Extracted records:
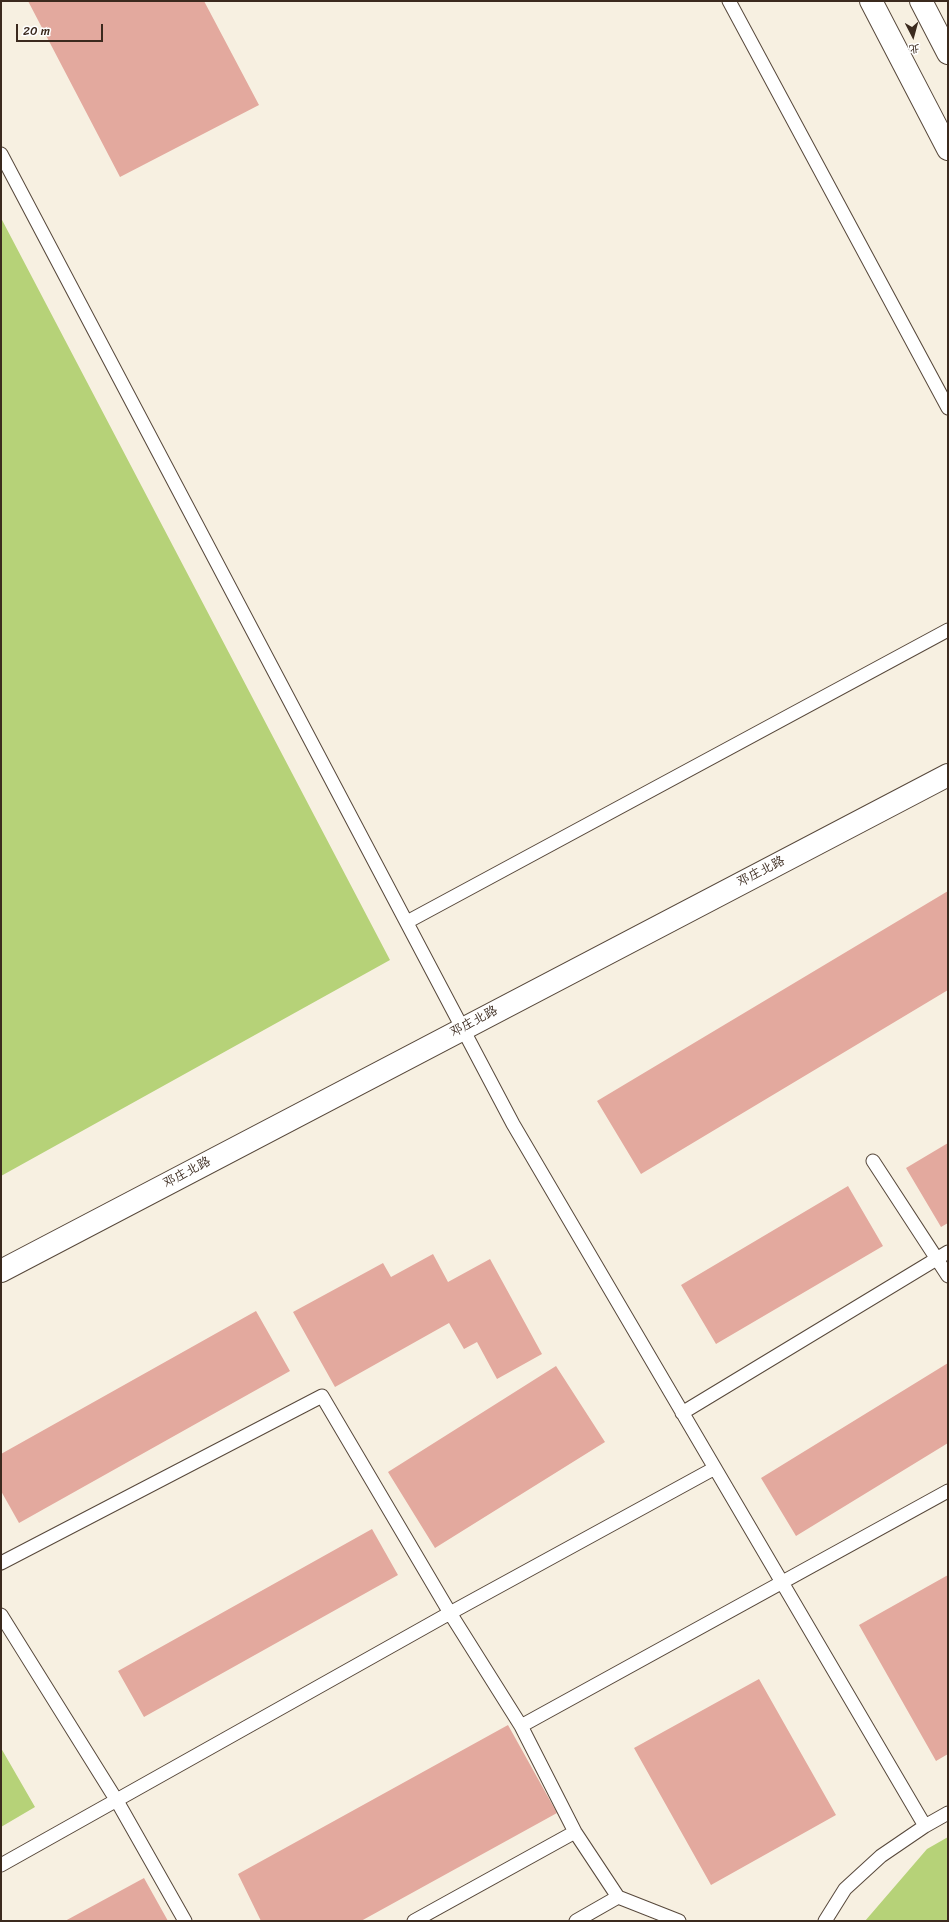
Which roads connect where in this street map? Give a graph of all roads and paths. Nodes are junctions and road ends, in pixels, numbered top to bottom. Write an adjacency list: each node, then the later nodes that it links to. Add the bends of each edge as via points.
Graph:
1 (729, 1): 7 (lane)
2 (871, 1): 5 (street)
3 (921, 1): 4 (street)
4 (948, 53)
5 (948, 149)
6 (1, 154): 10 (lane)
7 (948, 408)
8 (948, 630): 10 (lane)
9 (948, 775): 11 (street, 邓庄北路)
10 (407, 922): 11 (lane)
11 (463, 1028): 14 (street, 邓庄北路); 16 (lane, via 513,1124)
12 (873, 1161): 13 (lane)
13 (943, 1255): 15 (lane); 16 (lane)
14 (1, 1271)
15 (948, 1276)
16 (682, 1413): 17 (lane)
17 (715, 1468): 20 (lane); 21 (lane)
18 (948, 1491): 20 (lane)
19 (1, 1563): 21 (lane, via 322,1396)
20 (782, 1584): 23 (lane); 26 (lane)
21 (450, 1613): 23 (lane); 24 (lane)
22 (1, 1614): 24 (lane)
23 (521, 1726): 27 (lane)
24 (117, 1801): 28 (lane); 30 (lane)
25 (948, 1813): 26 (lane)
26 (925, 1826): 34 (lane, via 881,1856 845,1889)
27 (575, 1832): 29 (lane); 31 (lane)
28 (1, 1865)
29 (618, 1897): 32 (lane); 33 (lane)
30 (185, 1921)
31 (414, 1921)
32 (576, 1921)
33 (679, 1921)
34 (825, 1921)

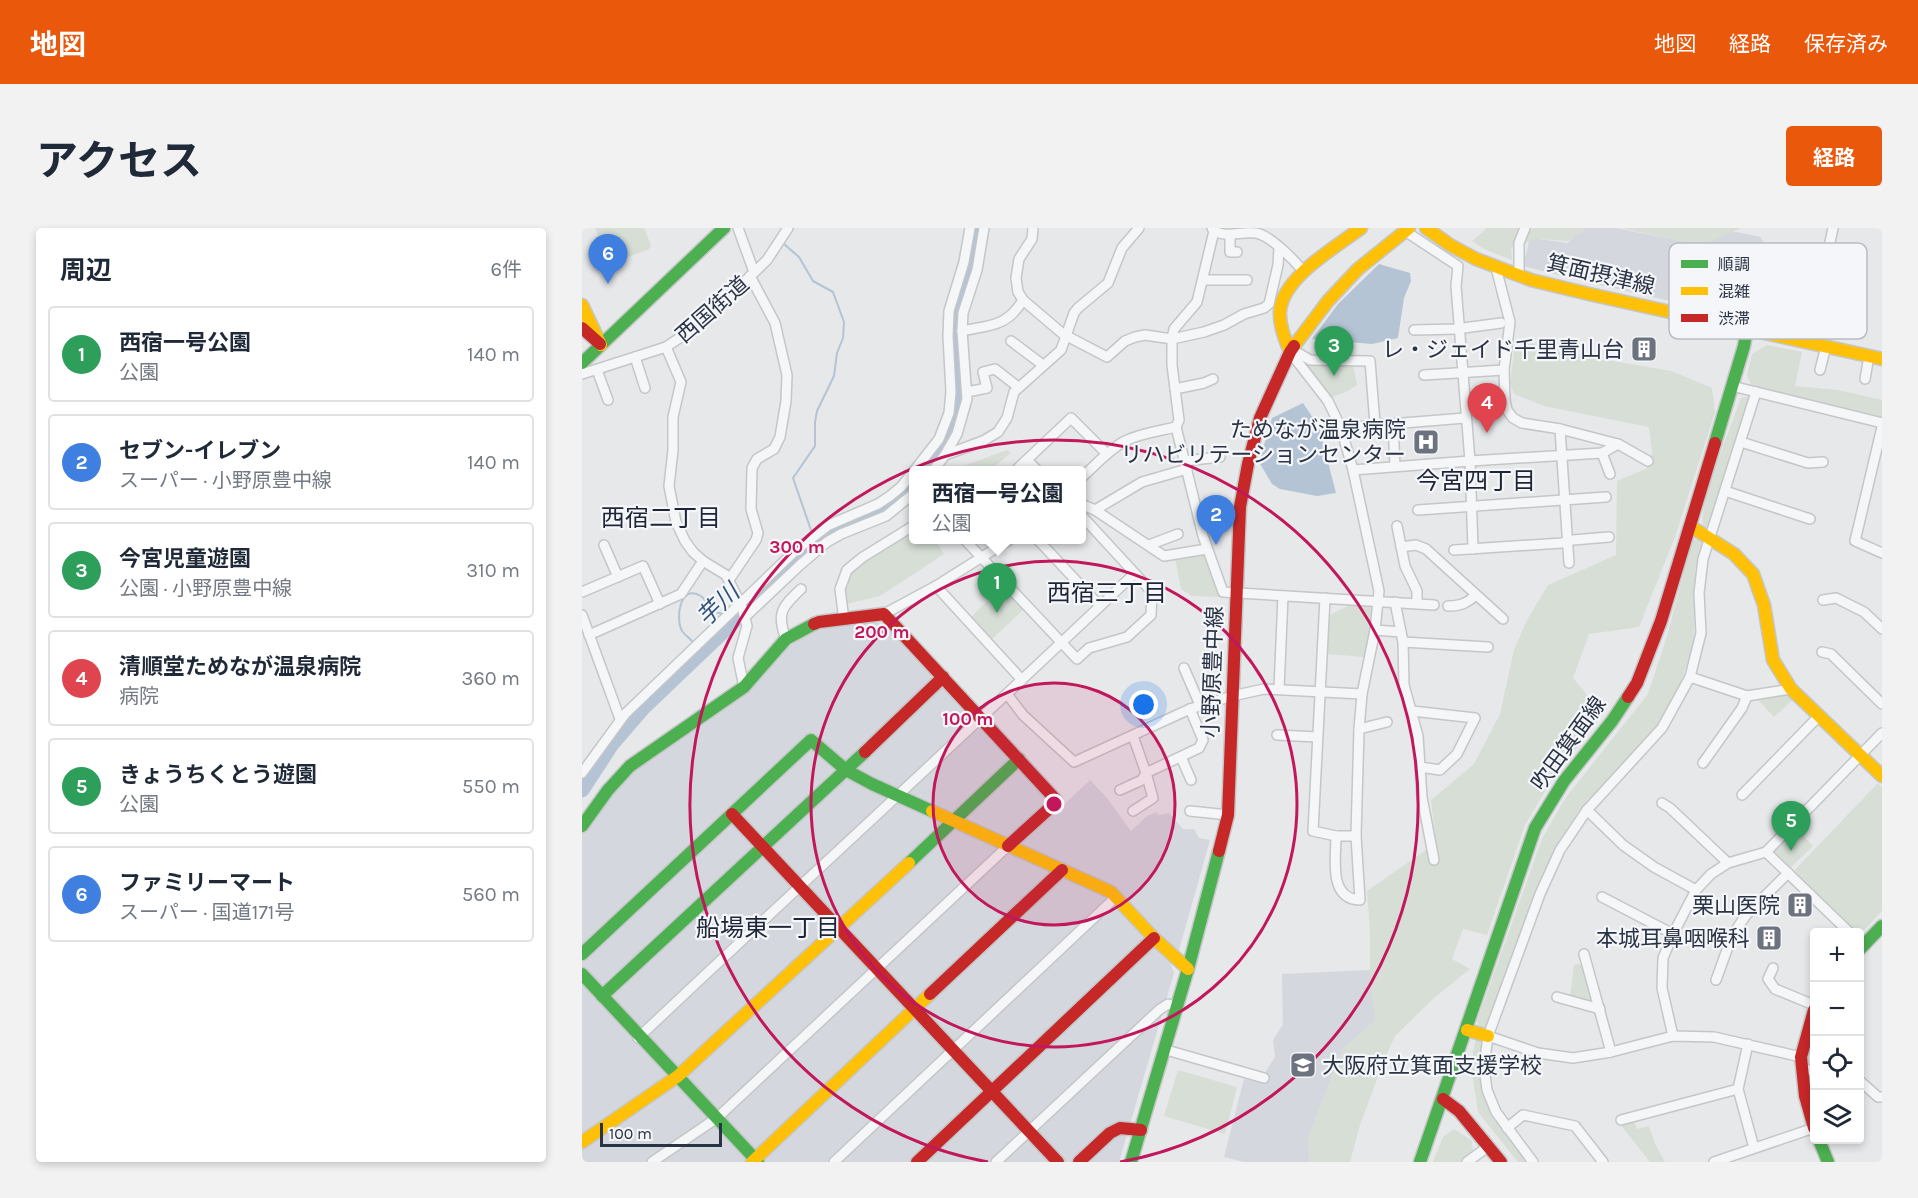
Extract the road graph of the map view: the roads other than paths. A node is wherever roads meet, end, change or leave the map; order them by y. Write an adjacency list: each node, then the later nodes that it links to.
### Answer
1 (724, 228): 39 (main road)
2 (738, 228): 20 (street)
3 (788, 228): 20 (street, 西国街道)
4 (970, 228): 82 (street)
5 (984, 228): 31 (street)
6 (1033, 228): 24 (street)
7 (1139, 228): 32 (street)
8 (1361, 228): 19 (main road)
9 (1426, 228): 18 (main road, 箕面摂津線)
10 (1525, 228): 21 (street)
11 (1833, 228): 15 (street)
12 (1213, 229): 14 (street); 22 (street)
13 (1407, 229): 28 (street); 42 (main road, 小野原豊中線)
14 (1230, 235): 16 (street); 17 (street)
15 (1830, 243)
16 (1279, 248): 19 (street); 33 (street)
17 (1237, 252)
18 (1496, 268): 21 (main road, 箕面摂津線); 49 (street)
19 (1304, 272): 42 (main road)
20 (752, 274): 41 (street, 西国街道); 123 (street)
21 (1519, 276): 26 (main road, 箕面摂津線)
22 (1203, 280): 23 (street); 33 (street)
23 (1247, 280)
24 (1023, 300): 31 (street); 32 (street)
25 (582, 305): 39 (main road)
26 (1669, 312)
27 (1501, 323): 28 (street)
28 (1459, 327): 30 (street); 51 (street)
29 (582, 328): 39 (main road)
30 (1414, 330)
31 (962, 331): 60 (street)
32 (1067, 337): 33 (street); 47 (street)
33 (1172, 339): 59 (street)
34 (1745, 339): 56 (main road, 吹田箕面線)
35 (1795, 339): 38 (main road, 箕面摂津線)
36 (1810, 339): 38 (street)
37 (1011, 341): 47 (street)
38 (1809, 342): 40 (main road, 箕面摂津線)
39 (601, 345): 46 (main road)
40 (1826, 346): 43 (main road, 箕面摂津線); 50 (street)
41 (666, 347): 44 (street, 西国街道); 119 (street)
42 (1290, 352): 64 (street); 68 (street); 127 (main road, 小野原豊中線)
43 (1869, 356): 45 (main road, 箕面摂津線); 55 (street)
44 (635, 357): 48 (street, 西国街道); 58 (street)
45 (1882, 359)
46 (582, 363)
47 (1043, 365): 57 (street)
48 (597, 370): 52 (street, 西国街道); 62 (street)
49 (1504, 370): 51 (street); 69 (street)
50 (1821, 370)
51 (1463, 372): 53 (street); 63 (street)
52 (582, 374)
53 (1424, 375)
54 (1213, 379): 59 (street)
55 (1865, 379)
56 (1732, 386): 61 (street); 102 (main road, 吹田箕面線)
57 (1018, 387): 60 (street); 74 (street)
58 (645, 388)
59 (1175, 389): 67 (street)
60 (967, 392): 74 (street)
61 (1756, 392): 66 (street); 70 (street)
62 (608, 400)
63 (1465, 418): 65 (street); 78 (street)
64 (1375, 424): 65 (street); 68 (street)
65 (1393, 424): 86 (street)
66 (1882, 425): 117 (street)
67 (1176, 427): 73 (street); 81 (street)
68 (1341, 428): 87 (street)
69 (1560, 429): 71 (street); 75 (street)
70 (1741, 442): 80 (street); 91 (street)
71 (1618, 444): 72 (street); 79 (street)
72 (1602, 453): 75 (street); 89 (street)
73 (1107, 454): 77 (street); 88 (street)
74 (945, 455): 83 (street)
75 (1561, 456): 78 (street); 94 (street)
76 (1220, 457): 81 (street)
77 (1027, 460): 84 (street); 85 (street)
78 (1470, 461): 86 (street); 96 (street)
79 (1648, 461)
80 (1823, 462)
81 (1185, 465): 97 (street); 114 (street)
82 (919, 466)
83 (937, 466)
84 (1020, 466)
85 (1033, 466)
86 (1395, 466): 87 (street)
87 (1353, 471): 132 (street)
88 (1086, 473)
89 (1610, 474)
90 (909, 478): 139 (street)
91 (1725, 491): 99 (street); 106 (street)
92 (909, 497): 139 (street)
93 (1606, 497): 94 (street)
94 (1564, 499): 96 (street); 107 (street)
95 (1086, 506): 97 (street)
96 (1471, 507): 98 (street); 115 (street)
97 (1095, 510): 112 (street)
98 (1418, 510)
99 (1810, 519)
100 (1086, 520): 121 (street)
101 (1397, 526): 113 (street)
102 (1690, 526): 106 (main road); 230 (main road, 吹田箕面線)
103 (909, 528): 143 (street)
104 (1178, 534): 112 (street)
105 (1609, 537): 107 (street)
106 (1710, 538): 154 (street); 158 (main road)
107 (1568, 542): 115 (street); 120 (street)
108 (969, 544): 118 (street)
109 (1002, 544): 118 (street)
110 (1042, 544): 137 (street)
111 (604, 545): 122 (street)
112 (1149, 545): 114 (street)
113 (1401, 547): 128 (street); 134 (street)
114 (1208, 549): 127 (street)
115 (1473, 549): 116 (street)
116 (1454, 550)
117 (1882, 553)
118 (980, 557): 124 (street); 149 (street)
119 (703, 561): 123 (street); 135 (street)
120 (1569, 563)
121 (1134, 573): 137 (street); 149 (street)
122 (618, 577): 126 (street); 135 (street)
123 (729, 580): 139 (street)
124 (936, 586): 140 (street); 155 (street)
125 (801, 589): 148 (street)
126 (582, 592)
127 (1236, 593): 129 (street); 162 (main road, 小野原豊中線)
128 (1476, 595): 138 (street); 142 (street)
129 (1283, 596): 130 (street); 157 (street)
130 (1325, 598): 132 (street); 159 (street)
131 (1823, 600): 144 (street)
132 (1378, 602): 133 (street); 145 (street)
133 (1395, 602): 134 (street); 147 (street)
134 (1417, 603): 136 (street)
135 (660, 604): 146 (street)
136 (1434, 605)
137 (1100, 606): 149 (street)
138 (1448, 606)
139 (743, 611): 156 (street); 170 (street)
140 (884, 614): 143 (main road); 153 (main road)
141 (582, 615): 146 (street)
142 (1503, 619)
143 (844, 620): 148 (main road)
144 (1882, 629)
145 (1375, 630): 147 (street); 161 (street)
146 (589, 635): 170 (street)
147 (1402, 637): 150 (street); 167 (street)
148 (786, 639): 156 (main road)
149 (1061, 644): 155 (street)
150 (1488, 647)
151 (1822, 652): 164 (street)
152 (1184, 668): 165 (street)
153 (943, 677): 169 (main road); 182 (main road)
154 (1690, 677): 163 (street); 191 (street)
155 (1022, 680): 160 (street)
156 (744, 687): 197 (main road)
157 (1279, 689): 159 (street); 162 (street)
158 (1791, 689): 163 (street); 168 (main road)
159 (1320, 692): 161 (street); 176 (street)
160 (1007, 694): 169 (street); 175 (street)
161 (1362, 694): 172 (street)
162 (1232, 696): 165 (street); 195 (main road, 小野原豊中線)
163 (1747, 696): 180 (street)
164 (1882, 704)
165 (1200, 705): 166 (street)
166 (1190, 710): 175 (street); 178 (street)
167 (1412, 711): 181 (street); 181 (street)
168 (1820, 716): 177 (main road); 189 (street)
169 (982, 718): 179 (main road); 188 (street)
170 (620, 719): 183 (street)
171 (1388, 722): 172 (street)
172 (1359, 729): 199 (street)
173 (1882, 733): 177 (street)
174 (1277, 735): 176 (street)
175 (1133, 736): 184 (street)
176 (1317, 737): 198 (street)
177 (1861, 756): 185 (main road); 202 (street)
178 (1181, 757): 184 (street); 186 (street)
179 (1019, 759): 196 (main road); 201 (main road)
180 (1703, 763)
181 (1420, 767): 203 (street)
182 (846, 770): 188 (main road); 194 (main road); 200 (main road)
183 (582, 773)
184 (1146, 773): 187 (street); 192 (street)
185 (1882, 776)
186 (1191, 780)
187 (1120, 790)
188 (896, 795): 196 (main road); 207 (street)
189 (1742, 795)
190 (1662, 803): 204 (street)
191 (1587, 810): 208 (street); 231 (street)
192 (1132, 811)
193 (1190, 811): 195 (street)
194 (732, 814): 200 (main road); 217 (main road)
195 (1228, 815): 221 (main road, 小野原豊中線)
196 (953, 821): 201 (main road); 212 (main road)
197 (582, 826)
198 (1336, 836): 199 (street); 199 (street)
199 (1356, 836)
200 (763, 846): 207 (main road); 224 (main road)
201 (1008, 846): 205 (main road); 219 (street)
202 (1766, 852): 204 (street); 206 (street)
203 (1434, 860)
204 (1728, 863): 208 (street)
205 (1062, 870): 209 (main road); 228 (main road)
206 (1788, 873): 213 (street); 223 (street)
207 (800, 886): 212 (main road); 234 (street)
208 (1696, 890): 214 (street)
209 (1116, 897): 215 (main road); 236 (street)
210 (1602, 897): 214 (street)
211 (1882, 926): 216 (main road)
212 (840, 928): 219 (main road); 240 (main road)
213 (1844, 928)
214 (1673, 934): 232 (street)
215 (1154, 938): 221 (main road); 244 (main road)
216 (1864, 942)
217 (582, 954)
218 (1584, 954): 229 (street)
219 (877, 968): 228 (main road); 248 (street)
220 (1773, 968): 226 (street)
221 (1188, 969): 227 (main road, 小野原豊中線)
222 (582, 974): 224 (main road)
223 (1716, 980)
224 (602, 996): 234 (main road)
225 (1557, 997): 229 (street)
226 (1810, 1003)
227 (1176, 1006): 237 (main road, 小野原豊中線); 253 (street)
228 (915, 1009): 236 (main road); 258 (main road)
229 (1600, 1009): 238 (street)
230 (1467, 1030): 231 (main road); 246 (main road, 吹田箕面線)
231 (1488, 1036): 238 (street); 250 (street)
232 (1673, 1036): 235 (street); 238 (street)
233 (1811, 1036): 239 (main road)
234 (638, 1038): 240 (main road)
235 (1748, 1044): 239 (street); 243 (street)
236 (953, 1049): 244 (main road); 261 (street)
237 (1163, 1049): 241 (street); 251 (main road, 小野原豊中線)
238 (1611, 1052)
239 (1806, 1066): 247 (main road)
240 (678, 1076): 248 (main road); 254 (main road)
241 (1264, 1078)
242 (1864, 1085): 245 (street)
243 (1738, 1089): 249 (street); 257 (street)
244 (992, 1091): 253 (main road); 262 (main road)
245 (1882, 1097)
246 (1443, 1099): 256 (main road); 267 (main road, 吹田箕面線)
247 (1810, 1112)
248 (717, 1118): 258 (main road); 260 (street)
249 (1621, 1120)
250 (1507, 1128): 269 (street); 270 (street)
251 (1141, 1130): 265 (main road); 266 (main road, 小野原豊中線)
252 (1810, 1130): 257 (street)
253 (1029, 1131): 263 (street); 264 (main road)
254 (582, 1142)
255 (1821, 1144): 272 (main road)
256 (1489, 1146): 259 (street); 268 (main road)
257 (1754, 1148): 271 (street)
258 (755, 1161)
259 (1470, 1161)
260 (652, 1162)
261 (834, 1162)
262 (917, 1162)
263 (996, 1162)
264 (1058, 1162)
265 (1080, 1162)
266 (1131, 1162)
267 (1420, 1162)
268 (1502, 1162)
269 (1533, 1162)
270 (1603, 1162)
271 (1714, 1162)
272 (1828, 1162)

### ACTIVITY
Every line of the records that includes the word "箕面摂津線" should be gathered.

### RESPONSE FOR THIS EXERCISE
9 (1426, 228): 18 (main road, 箕面摂津線)
18 (1496, 268): 21 (main road, 箕面摂津線); 49 (street)
21 (1519, 276): 26 (main road, 箕面摂津線)
35 (1795, 339): 38 (main road, 箕面摂津線)
38 (1809, 342): 40 (main road, 箕面摂津線)
40 (1826, 346): 43 (main road, 箕面摂津線); 50 (street)
43 (1869, 356): 45 (main road, 箕面摂津線); 55 (street)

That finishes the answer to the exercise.